?
Solved

How to increase the speed of a FOR loop binning function

Posted on 2014-11-30
5
Medium Priority
?
209 Views
Last Modified: 2015-03-12
Hi All,

I have built a function that is too slow. I was wondering if anyone knew a way to speed up/ vectorize a for loop function by a factor of 5 or 10? Her name is "MakeVolumeBinIdx"

The purpose of my program is to bin my input data according to a fixed Volume size. So each row should have (almost) the same size volume .
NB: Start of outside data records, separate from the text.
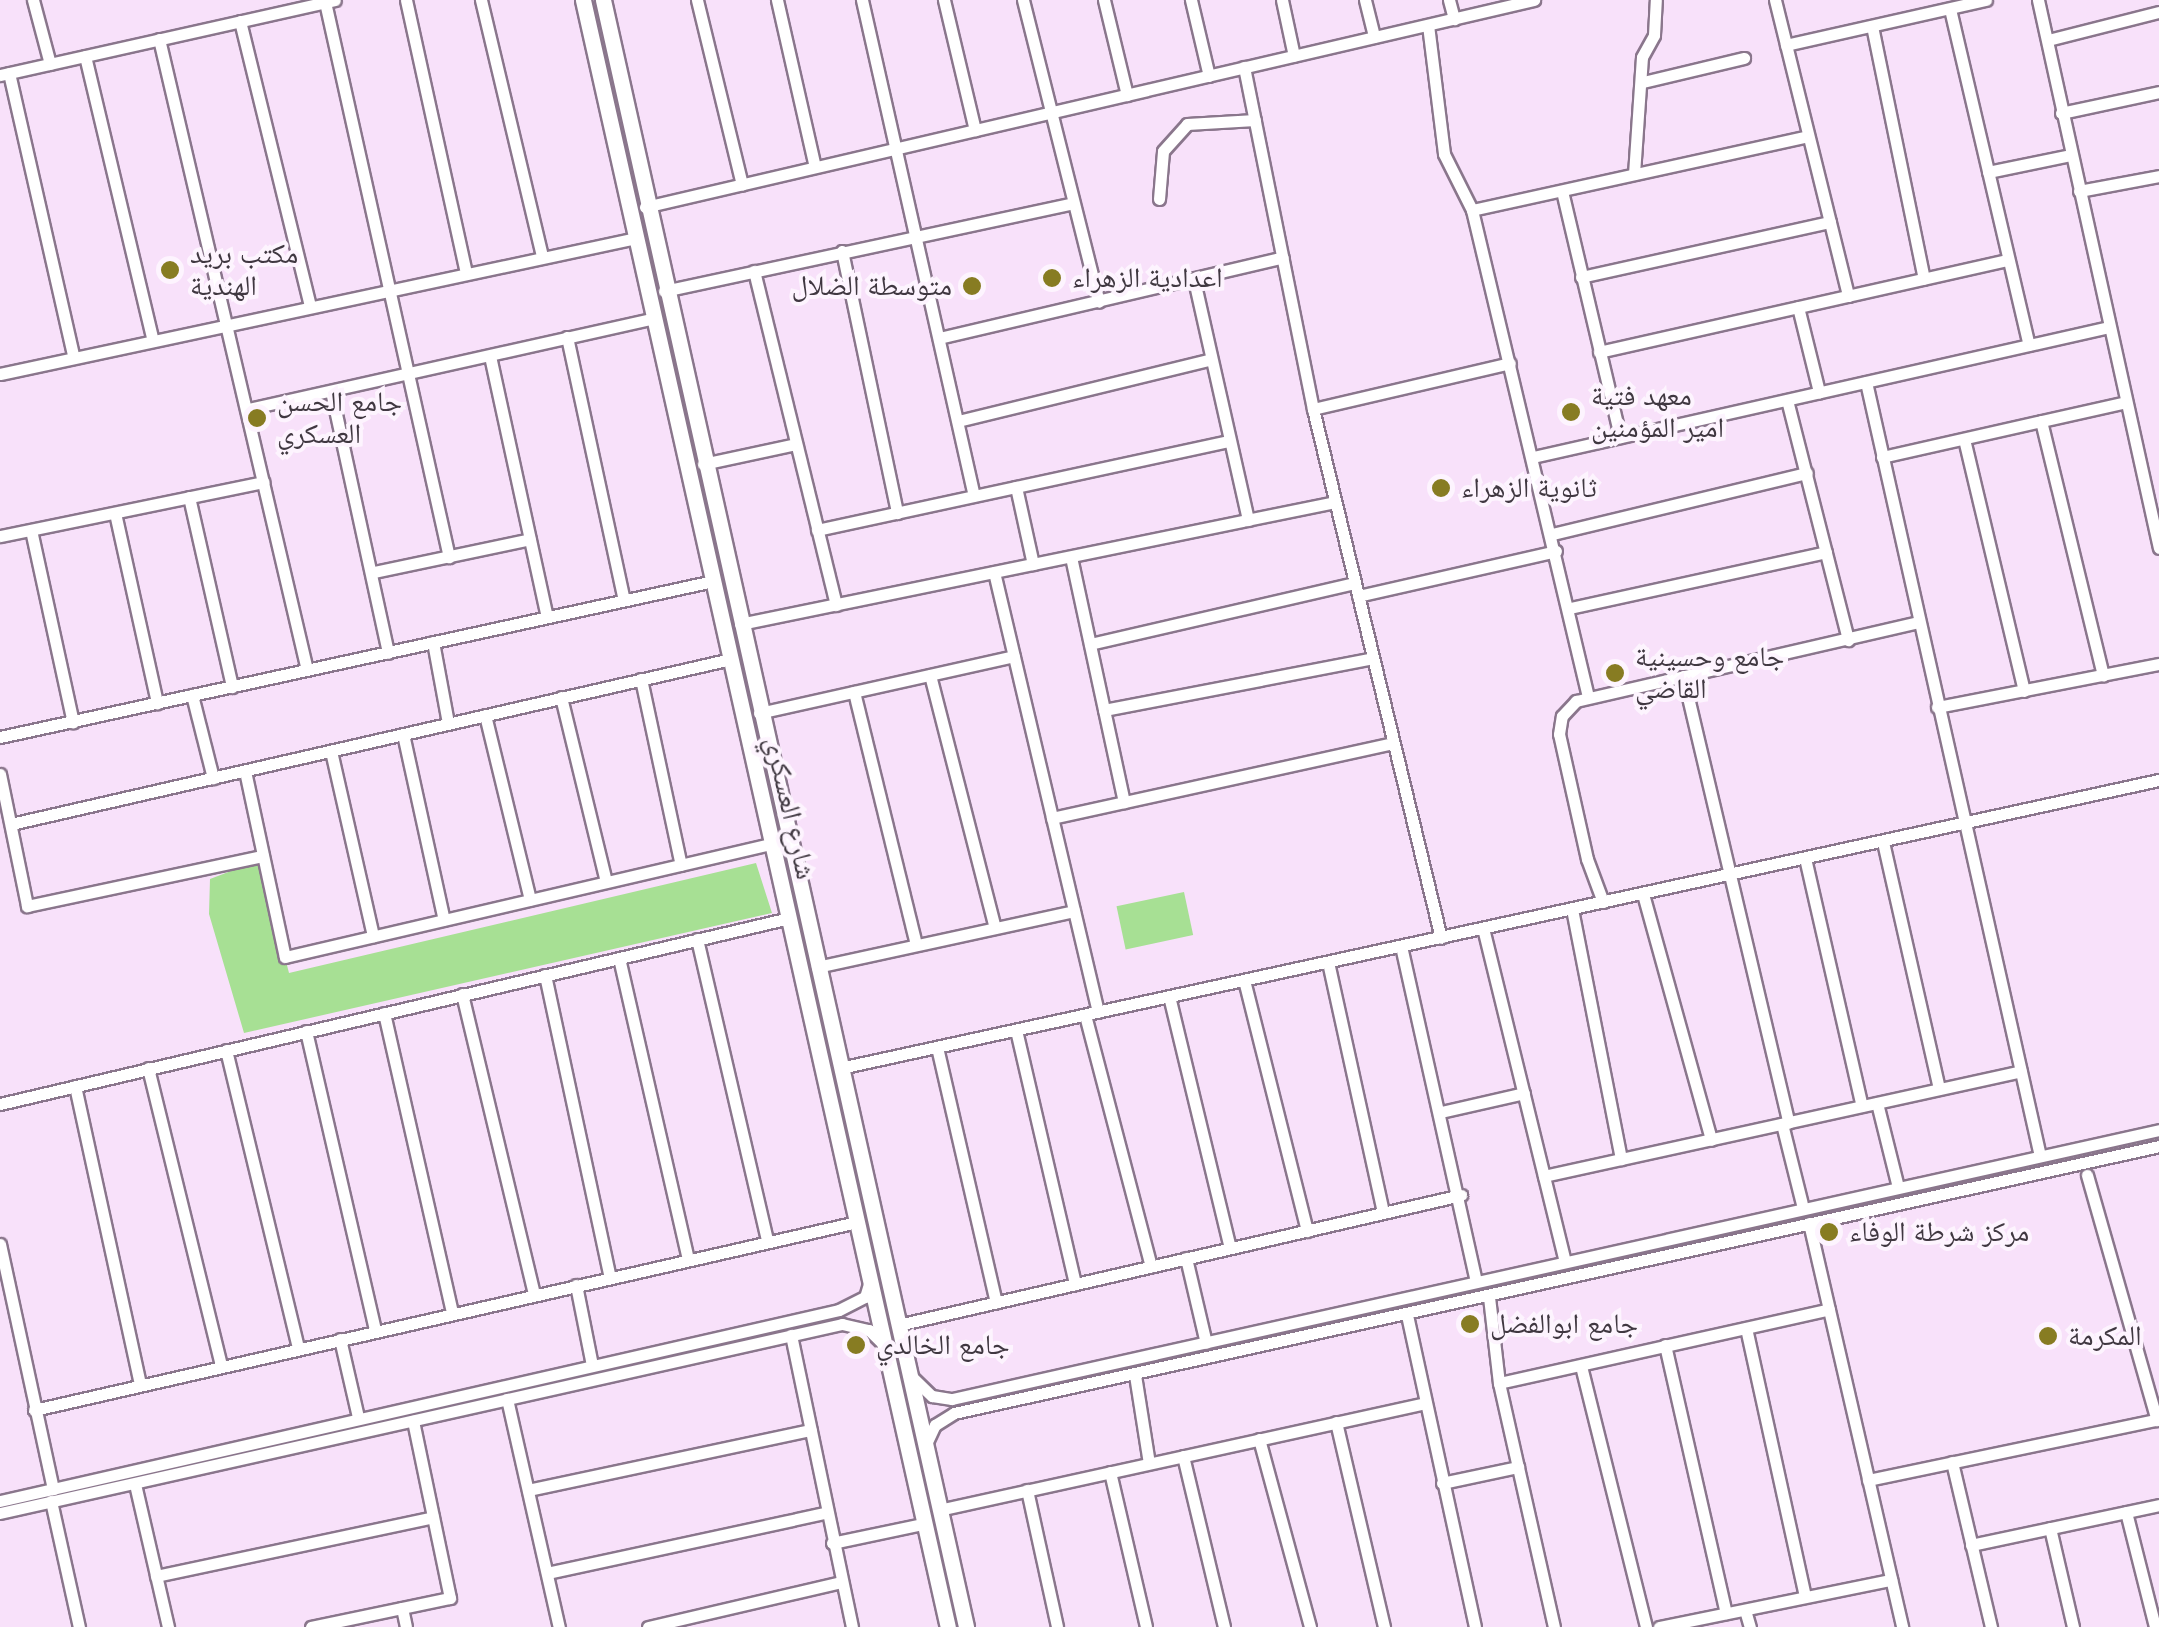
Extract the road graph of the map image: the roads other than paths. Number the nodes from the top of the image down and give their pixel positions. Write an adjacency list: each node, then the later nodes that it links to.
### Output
1 (33, 0): 36 (street)
2 (406, 0): 69 (street)
3 (482, 0): 66 (street)
4 (582, 0): 63 (main road, شارع العسكري)
5 (603, 0): 59 (main road, شارع العسكري)
6 (697, 0): 54 (street)
7 (777, 0): 50 (street)
8 (862, 0): 48 (street)
9 (944, 0): 46 (street)
10 (1023, 0): 44 (street)
11 (1104, 0): 42 (street)
12 (1191, 0): 39 (street)
13 (1282, 0): 34 (street)
14 (1365, 0): 29 (street)
15 (1449, 0): 25 (street)
16 (1534, 0): 25 (street)
17 (1656, 0): 40 (street)
18 (1775, 0): 32 (street)
19 (1986, 0): 23 (street)
20 (2038, 0): 31 (street)
21 (330, 1): 22 (street); 73 (street)
22 (289, 5): 26 (street)
23 (1950, 8): 28 (street); 51 (street)
24 (2159, 12): 31 (street)
25 (1454, 19): 27 (street)
26 (240, 21): 30 (street); 77 (street)
27 (1428, 24): 29 (street); 60 (street)
28 (1872, 26): 32 (street); 71 (street)
29 (1374, 37): 34 (street)
30 (159, 39): 33 (street); 80 (street)
31 (2048, 40): 43 (street)
32 (1786, 46): 47 (street)
33 (85, 56): 36 (street); 84 (street)
34 (1294, 56): 37 (street)
35 (1744, 58): 40 (street)
36 (50, 64): 38 (street)
37 (1244, 68): 39 (street); 45 (street)
38 (5, 74): 88 (street)
39 (1209, 76): 42 (street)
40 (1643, 82): 52 (street)
41 (2159, 92): 43 (street)
42 (1127, 95): 44 (street)
43 (2061, 112): 49 (street)
44 (1049, 113): 46 (street); 58 (street)
45 (1255, 120): 57 (street); 65 (street)
46 (976, 130): 48 (street)
47 (1808, 136): 52 (street); 61 (street)
48 (898, 147): 50 (street); 62 (street)
49 (2071, 156): 51 (street); 55 (street)
50 (815, 168): 54 (street)
51 (1988, 172): 67 (street)
52 (1634, 174): 56 (street)
53 (2159, 176): 55 (street)
54 (742, 184): 59 (street)
55 (2079, 191): 81 (street)
56 (1562, 192): 60 (street); 70 (street)
57 (1159, 199)
58 (1073, 203): 62 (street); 76 (street)
59 (645, 207): 74 (main road, شارع العسكري)
60 (1472, 210): 90 (street)
61 (1830, 222): 70 (street); 75 (street)
62 (916, 234): 64 (street); 83 (street)
63 (636, 238): 66 (street); 79 (main road, شارع العسكري)
64 (842, 251): 68 (street); 119 (street)
65 (1283, 256): 72 (street); 99 (street)
66 (542, 258): 69 (street)
67 (2008, 260): 71 (street); 85 (street)
68 (754, 270): 74 (street); 105 (street)
69 (466, 274): 73 (street)
70 (1581, 277): 86 (street)
71 (1924, 279): 75 (street)
72 (1194, 280): 76 (street); 89 (street)
73 (388, 291): 77 (street); 92 (street)
74 (664, 291): 108 (main road, شارع العسكري)
75 (1848, 296): 78 (street)
76 (1099, 302): 83 (street)
77 (310, 307): 80 (street)
78 (1798, 308): 86 (street); 95 (street)
79 (654, 318): 82 (street); 114 (main road, شارع العسكري)
80 (229, 325): 84 (street); 98 (street)
81 (2109, 327): 85 (street); 97 (street)
82 (567, 338): 87 (street); 137 (street)
83 (939, 338): 100 (street)
84 (153, 341): 88 (street)
85 (2029, 345): 93 (street)
86 (1599, 352): 102 (street)
87 (490, 356): 92 (street); 126 (street)
88 (74, 358): 91 (street)
89 (1209, 360): 100 (street); 104 (street)
90 (1510, 363): 99 (street); 106 (street)
91 (0, 374)
92 (408, 374): 94 (street); 130 (street)
93 (1866, 382): 95 (street); 107 (street)
94 (331, 392): 98 (street); 133 (street)
95 (1820, 392): 96 (street)
96 (1787, 400): 102 (street); 109 (street)
97 (2126, 402): 101 (street); 112 (street)
98 (248, 408): 111 (street)
99 (1313, 409): 117 (street)
100 (958, 421): 115 (street)
101 (2041, 421): 103 (street); 154 (street)
102 (1620, 437): 106 (street)
103 (1964, 438): 107 (street); 157 (street)
104 (1228, 441): 113 (street); 121 (street)
105 (796, 444): 108 (street); 123 (street)
106 (1533, 457): 124 (street)
107 (1882, 457): 141 (street)
108 (703, 464): 114 (main road, شارع العسكري)
109 (1807, 474): 124 (street); 129 (street)
110 (2159, 481): 112 (street)
111 (264, 482): 116 (street); 151 (street)
112 (2145, 484): 127 (street)
113 (1016, 487): 115 (street); 132 (street)
114 (701, 489): 120 (main road, شارع العسكري)
115 (974, 496): 119 (street)
116 (189, 497): 118 (street); 156 (street)
117 (1335, 502): 121 (street); 136 (street)
118 (115, 512): 122 (street); 162 (street)
119 (897, 512): 123 (street)
120 (707, 515): 135 (main road, شارع العسكري); 142 (main road, شارع العسكري)
121 (1248, 520): 131 (street)
122 (30, 530): 125 (street); 167 (street)
123 (817, 530): 138 (street)
124 (1552, 534): 128 (street)
125 (0, 536)
126 (530, 539): 130 (street); 140 (street)
127 (2159, 548)
128 (1556, 551): 136 (street); 139 (street)
129 (1826, 552): 139 (street); 143 (street)
130 (449, 556): 133 (street)
131 (1071, 556): 132 (street); 145 (street)
132 (1034, 564): 134 (street)
133 (374, 572): 146 (street)
134 (994, 572): 138 (street); 147 (street)
135 (713, 581): 137 (street); 149 (main road, شارع العسكري)
136 (1356, 590): 145 (street); 148 (street)
137 (624, 600): 140 (street)
138 (836, 605): 142 (street)
139 (1570, 608): 160 (street)
140 (547, 617): 144 (street)
141 (1918, 622): 143 (street); 163 (street)
142 (740, 624): 165 (main road, شارع العسكري)
143 (1848, 640): 153 (street)
144 (433, 642): 146 (street); 168 (street)
145 (1090, 644): 164 (street)
146 (388, 653): 151 (street)
147 (1014, 656): 152 (street); 178 (street)
148 (1373, 658): 164 (street); 171 (street)
149 (730, 659): 155 (street); 182 (main road, شارع العسكري)
150 (2159, 664): 154 (street)
151 (307, 670): 156 (street)
152 (930, 675): 158 (street); 195 (street)
153 (1682, 676): 160 (street); 186 (street)
154 (2103, 676): 157 (street)
155 (640, 679): 161 (street); 185 (street)
156 (232, 686): 159 (street)
157 (2024, 691): 163 (street)
158 (854, 692): 165 (street); 200 (street)
159 (192, 696): 162 (street); 175 (street)
160 (1588, 696): 190 (street)
161 (561, 698): 166 (street); 187 (street)
162 (156, 703): 167 (street)
163 (1937, 707): 179 (street)
164 (1104, 710): 177 (street)
165 (760, 713): 204 (main road, شارع العسكري)
166 (485, 715): 168 (street); 189 (street)
167 (73, 722): 170 (street)
168 (448, 724): 169 (street)
169 (404, 734): 172 (street); 194 (street)
170 (0, 737)
171 (1393, 743): 177 (street); 198 (street)
172 (331, 751): 173 (street); 197 (street)
173 (245, 770): 175 (street); 183 (street)
174 (0, 774): 180 (street)
175 (213, 778): 180 (street)
176 (2159, 780): 179 (street)
177 (1124, 802): 178 (street)
178 (1052, 818): 192 (street)
179 (1964, 820): 181 (street); 217 (street)
180 (12, 824): 183 (street)
181 (1883, 842): 184 (street); 219 (street)
182 (772, 844): 185 (street); 193 (main road, شارع العسكري)
183 (264, 856): 197 (street)
184 (1805, 858): 186 (street); 223 (street)
185 (681, 865): 187 (street)
186 (1729, 874): 188 (street); 225 (street)
187 (606, 882): 189 (street)
188 (1643, 894): 190 (street); 228 (street)
189 (530, 900): 194 (street)
190 (1603, 902): 191 (street)
191 (1572, 909): 196 (street); 233 (street)
192 (1074, 911): 195 (street); 210 (street)
193 (788, 918): 199 (street); 226 (main road, شارع العسكري)
194 (444, 920): 197 (street)
195 (994, 928): 200 (street)
196 (1484, 928): 198 (street); 220 (street)
197 (374, 936)
198 (1441, 938): 201 (street)
199 (697, 939): 202 (street); 245 (street)
200 (916, 945): 204 (street)
201 (1402, 946): 203 (street); 224 (street)
202 (618, 958): 205 (street); 251 (street)
203 (1328, 962): 206 (street); 240 (street)
204 (817, 967): 216 (main road, شارع العسكري)
205 (545, 975): 207 (street); 256 (street)
206 (1244, 980): 208 (street); 243 (street)
207 (462, 994): 209 (street); 260 (street)
208 (1169, 996): 210 (street); 248 (street)
209 (384, 1013): 212 (street); 265 (street)
210 (1092, 1013): 211 (street); 254 (street)
211 (1016, 1030): 213 (street); 258 (street)
212 (306, 1031): 214 (street); 270 (street)
213 (938, 1047): 216 (street); 262 (street)
214 (226, 1050): 215 (street); 275 (street)
215 (148, 1068): 218 (street); 278 (street)
216 (840, 1068): 226 (main road, شارع العسكري)
217 (2020, 1072): 219 (street); 232 (street)
218 (74, 1086): 222 (street); 283 (street)
219 (1939, 1089): 221 (street)
220 (1524, 1093): 224 (street); 235 (street)
221 (1877, 1103): 223 (street); 237 (street)
222 (0, 1104)
223 (1862, 1106): 225 (street)
224 (1441, 1112): 238 (street)
225 (1785, 1123): 228 (street); 239 (street)
226 (844, 1124): 231 (main road, شارع العسكري)
227 (2159, 1130): 229 (street)
228 (1710, 1140): 233 (street)
229 (2090, 1145): 232 (street); 234 (street)
230 (2159, 1146): 234 (street)
231 (851, 1156): 241 (main road, شارع العسكري); 268 (main road, شارع العسكري)
232 (2040, 1156): 237 (street)
233 (1621, 1160): 235 (street)
234 (2094, 1160): 242 (street)
235 (1544, 1176): 253 (street)
236 (2087, 1176): 288 (street)
237 (1898, 1187): 239 (street)
238 (1460, 1195): 240 (street); 257 (street)
239 (1803, 1208): 244 (street)
240 (1383, 1213): 243 (street)
241 (857, 1222): 245 (street); 255 (main road, شارع العسكري)
242 (1809, 1223): 249 (street); 264 (street)
243 (1307, 1230): 248 (street)
244 (1686, 1235): 246 (street); 249 (street)
245 (766, 1242): 251 (street)
246 (1652, 1242): 252 (street); 253 (street)
247 (0, 1244): 286 (street)
248 (1230, 1248): 250 (street)
249 (1690, 1252): 252 (street)
250 (1186, 1258): 254 (street); 273 (street)
251 (688, 1260): 256 (street)
252 (1652, 1261): 261 (street)
253 (1565, 1262): 257 (street)
254 (1152, 1266): 258 (street)
255 (868, 1274): 263 (street); 276 (main road, شارع العسكري)
256 (610, 1277): 259 (street)
257 (1476, 1282): 273 (street)
258 (1075, 1284): 262 (street)
259 (576, 1285): 260 (street); 277 (street)
260 (534, 1294): 265 (street)
261 (1489, 1296): 266 (street); 282 (street)
262 (996, 1302): 268 (street)
263 (839, 1310): 267 (street); 277 (street)
264 (1829, 1310): 269 (street); 303 (street)
265 (452, 1313): 270 (street)
266 (1407, 1314): 281 (street); 285 (street)
267 (842, 1324): 271 (street); 276 (street)
268 (898, 1325): 280 (main road, شارع العسكري)
269 (1746, 1328): 274 (street); 324 (street)
270 (375, 1331): 272 (street)
271 (790, 1335): 284 (street); 292 (street)
272 (340, 1339): 275 (street); 287 (street)
273 (1206, 1343): 280 (street)
274 (1665, 1346): 279 (street); 327 (street)
275 (298, 1348): 278 (street)
276 (887, 1351): 316 (main road, شارع العسكري)
277 (592, 1365): 287 (street)
278 (221, 1366): 283 (street)
279 (1581, 1366): 282 (street); 343 (street)
280 (908, 1373): 297 (main road, شارع العسكري)
281 (1135, 1375): 297 (street); 300 (street)
282 (1498, 1382): 301 (street)
283 (140, 1385): 286 (street)
284 (508, 1399): 289 (street); 306 (street)
285 (1425, 1403): 290 (street); 304 (street)
286 (34, 1410): 308 (street)
287 (358, 1417): 291 (street)
288 (2158, 1420): 299 (street)
289 (413, 1421): 295 (street); 315 (street)
290 (1336, 1422): 294 (street); 340 (street)
291 (325, 1426): 293 (street); 295 (street)
292 (811, 1430): 306 (street); 314 (street)
293 (298, 1432): 296 (street); 308 (street)
294 (1260, 1439): 298 (street); 339 (street)
295 (327, 1441): 296 (street)
296 (302, 1446): 305 (street)
297 (926, 1448): 311 (main road, شارع العسكري)
298 (1184, 1456): 300 (street); 338 (street)
299 (1952, 1462): 303 (street); 319 (street)
300 (1149, 1463): 302 (street)
301 (1518, 1466): 304 (street); 342 (street)
302 (1110, 1472): 307 (street); 337 (street)
303 (1868, 1480): 322 (street)
304 (1442, 1483): 341 (street)
305 (136, 1484): 308 (street); 321 (street)
306 (528, 1490): 320 (street)
307 (1026, 1490): 311 (street); 336 (street)
308 (52, 1496): 309 (street); 313 (street); 329 (street)
309 (0, 1501)
310 (2159, 1505): 312 (street)
311 (939, 1510): 328 (main road, شارع العسكري)
312 (2126, 1512): 317 (street); 349 (street)
313 (0, 1513)
314 (825, 1513): 318 (street); 320 (street)
315 (434, 1517): 321 (street); 325 (street)
316 (923, 1524): 318 (street); 328 (main road, شارع العسكري)
317 (2050, 1528): 319 (street); 348 (street)
318 (832, 1543): 323 (street)
319 (1971, 1545): 347 (street)
320 (547, 1573): 333 (street)
321 (156, 1576): 330 (street)
322 (1891, 1580): 324 (street); 346 (street)
323 (842, 1582): 334 (street); 335 (street)
324 (1805, 1598): 326 (street)
325 (402, 1608): 331 (street); 332 (street)
326 (1745, 1610): 327 (street); 345 (street)
327 (1726, 1614): 344 (street)
328 (956, 1625)
329 (78, 1627)
330 (168, 1627)
331 (311, 1627)
332 (406, 1627)
333 (559, 1627)
334 (648, 1627)
335 (852, 1627)
336 (1057, 1627)
337 (1146, 1627)
338 (1224, 1627)
339 (1310, 1627)
340 (1384, 1627)
341 (1475, 1627)
342 (1554, 1627)
343 (1646, 1627)
344 (1659, 1627)
345 (1750, 1627)
346 (1902, 1627)
347 (1992, 1627)
348 (2073, 1627)
349 (2155, 1627)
My Input data is made of Date,Time, Price,Volume which is tick data (transaction per transaction) of a stock.
My output: Date,Time, Open,High,Low,Close,Volume (the volume should be almost equal for each candles or bins)

I have included the function's code, the program, the data set and the R files as well.
Also, I have a Hp laptop that runs on intel i7 and windows8.

Thank you in advance :)

The function I need major help with
MakeVolumeBinIdx<-function(data1.volume,volBinSize){
  ### PURPOSE: Find the indexes for a given size of volume bin, that is 
  ###            Find the indexes of the data.frame where the sum of the volume is equal
  ###             to the input volBinSize.
  ### INPUT: a vector of trades volume and the desired volume bin size
  ### OUTPUT: a vector indicating where each row belongs to which volume bin
  
  #create index
  volBin<-1
  sumVol<-0
  Volume<-data1.volume
  volBinIdx <- numeric(length(Volume))
  
  #create cutting for each volume bin
  for(i in seq_len(length(Volume))){
    sumVol<-sumVol + Volume[i]  
    if (sumVol<= volBinSize) {
      volBinIdx[i] <- volBin
    } else {
      volBinIdx[i] <-  volBin <- volBin + 1
      sumVol <- Volume[i]
    }
  }
  
  #clean environment
  rm(Volume,i,sumVol,volBinSize,volBin)
  
  return(volBinIdx)
}

Open in new window


My Program
##### put all functions neededin-memory
source("FT_functions_SO.R")

## read data in
data1<-read.table("XYZ_EE.txt",sep=",",stringsAsFactor=F,header=F,
                      colClasses=c("character","character","numeric","numeric"))

#Name Columns
colnames(data1)<-c("Date","Time","Price","Volume")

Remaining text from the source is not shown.